Only the lines that hold the word "using" are wanted from this listing.

* [Extracted records]
+---+

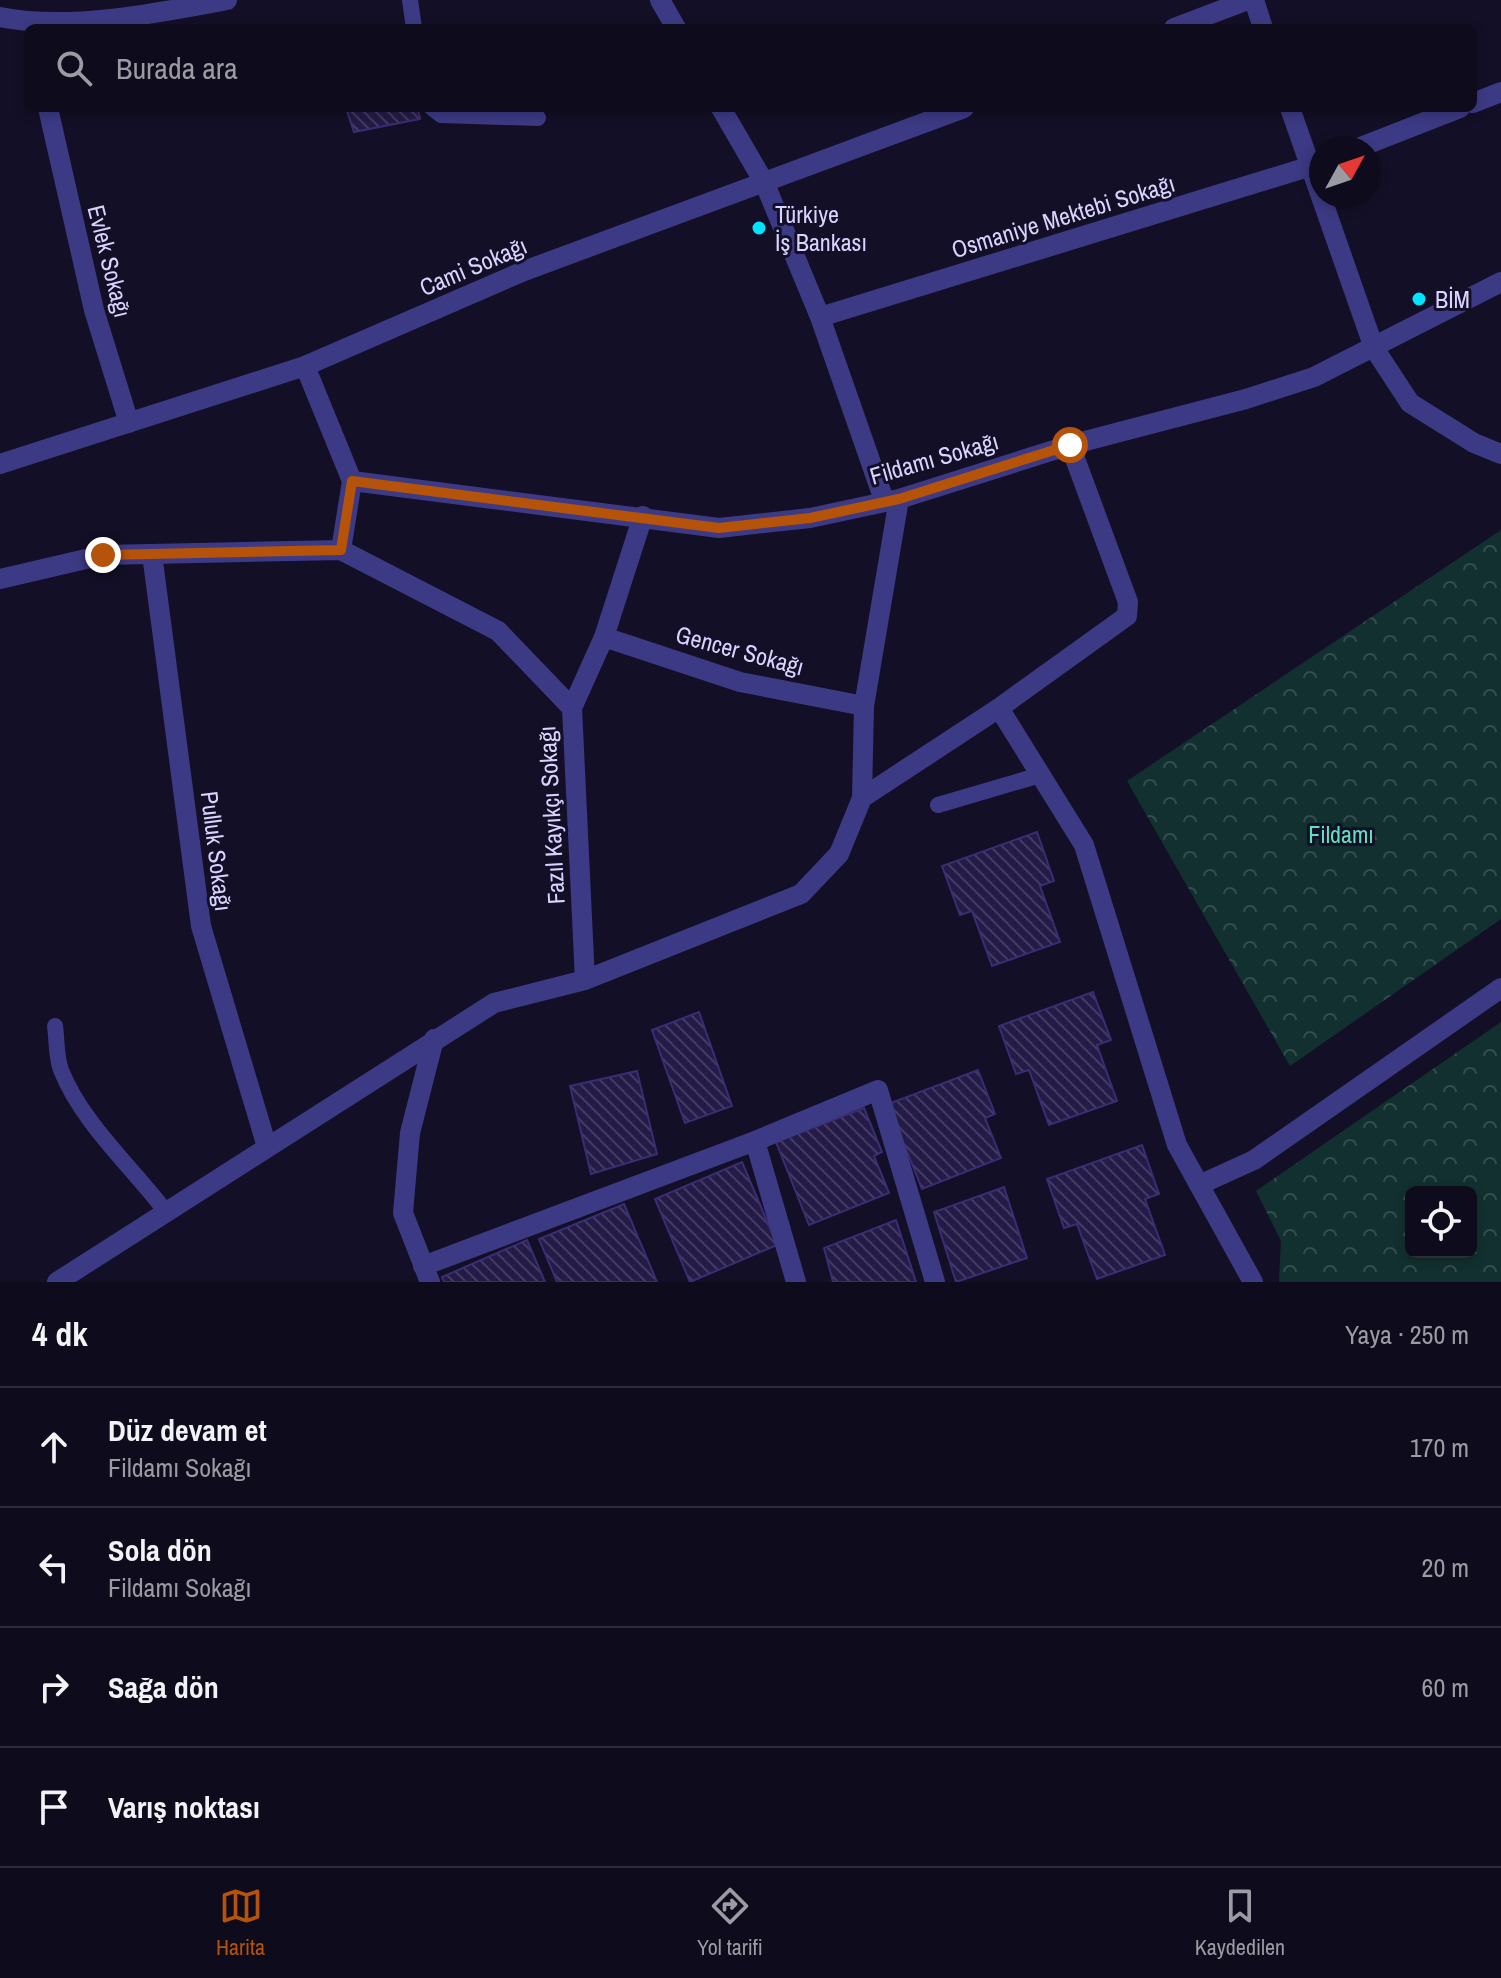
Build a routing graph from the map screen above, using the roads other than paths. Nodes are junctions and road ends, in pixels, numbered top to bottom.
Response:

+---+

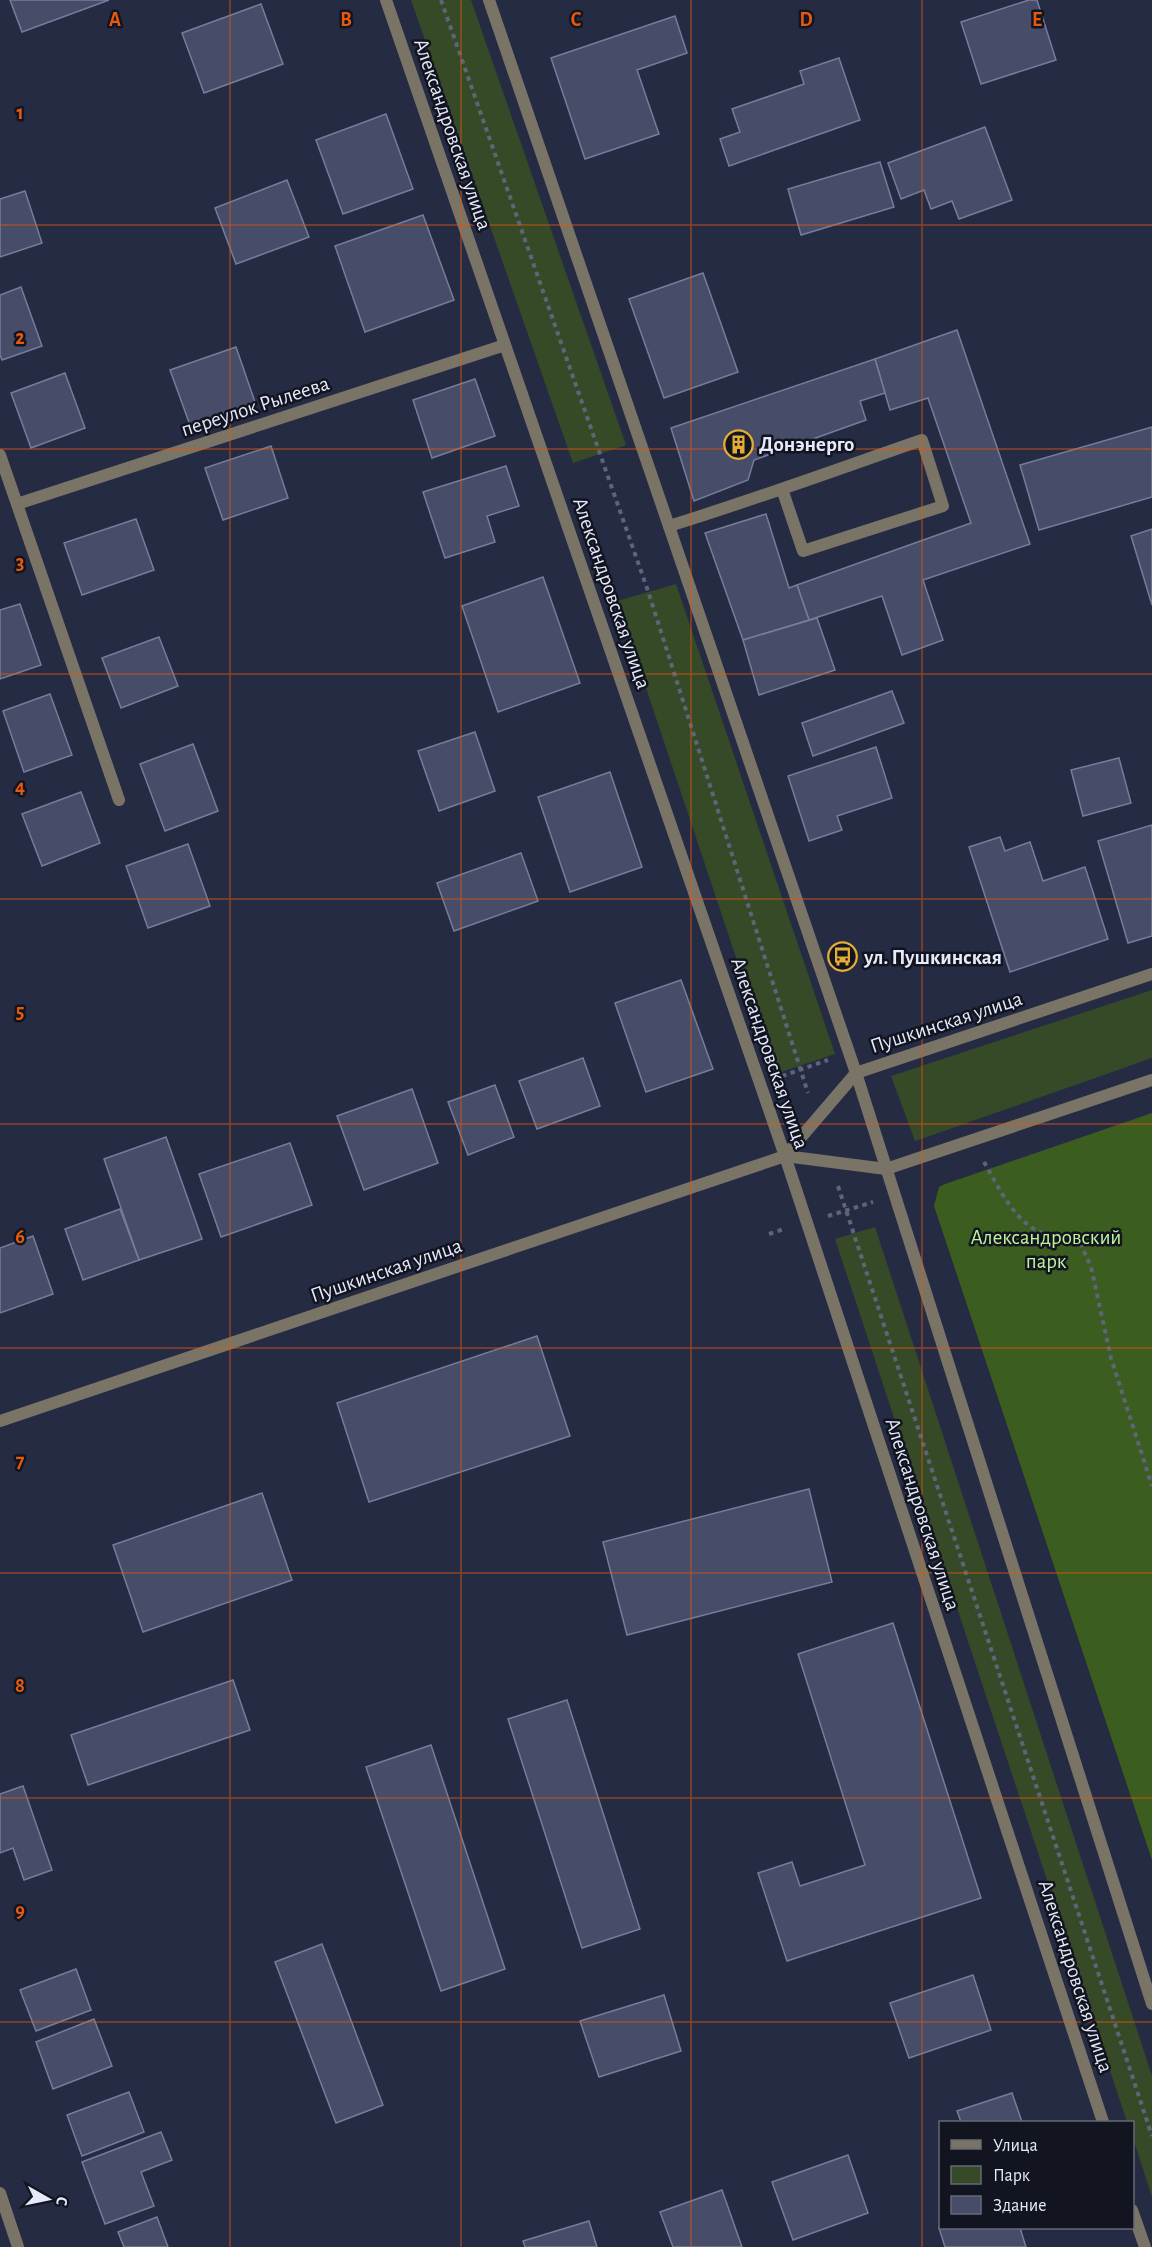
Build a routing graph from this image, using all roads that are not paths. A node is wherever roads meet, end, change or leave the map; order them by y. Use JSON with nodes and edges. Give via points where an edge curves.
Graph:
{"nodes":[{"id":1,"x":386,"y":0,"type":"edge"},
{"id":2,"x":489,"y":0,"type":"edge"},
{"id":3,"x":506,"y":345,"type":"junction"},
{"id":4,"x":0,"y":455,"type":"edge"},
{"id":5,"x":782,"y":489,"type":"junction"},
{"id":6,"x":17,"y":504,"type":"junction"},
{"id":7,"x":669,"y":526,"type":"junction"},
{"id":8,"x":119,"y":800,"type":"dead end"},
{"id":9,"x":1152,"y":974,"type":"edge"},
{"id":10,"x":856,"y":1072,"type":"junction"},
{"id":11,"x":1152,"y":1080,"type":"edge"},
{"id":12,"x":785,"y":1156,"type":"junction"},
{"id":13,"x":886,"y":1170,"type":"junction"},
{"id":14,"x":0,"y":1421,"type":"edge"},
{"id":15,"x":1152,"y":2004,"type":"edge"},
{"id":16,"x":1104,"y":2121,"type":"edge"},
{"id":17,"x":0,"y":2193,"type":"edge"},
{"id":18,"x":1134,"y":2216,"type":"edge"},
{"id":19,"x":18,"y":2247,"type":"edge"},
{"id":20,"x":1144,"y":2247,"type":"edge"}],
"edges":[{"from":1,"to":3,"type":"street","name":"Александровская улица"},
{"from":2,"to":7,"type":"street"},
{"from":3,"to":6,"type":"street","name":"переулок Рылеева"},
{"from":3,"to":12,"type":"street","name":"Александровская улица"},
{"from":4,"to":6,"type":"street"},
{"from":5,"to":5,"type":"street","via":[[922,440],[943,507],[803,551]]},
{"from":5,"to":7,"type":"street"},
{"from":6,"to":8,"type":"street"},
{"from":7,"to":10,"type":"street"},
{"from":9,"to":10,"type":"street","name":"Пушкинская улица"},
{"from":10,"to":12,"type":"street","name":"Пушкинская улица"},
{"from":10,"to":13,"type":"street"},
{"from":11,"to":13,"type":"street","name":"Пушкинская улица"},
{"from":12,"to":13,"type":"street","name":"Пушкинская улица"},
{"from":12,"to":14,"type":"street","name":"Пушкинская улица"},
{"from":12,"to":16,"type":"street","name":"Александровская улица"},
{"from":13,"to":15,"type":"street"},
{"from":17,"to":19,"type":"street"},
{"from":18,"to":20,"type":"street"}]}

+---+

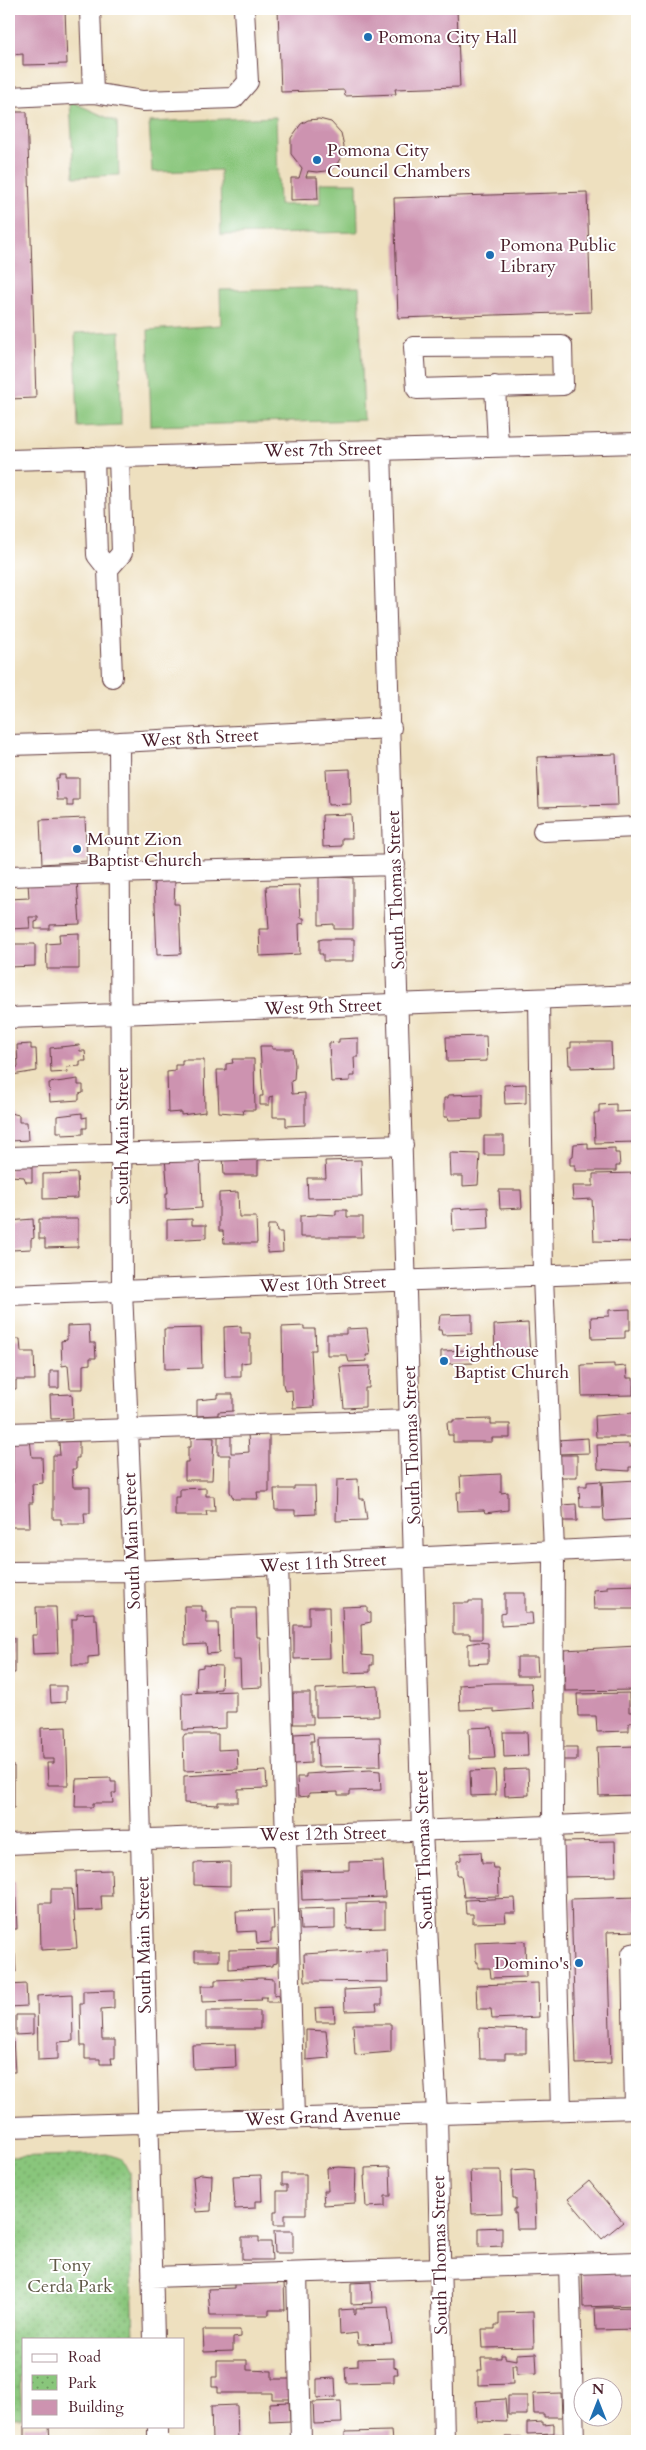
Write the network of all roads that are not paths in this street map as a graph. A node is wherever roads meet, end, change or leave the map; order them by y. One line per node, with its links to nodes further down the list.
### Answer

+---+

* [Answer section]
Build a routing graph from the map screen above, using the roads other than paths. Nodes are junctions and road ends, in pixels, numbered top to bottom.
Build a routing graph from this image, using all roads that are not paths. A node is wherever roads meet, end, change or leave the map; order them by y. Use JSON with nodes and edges. Give via points where an edge curves.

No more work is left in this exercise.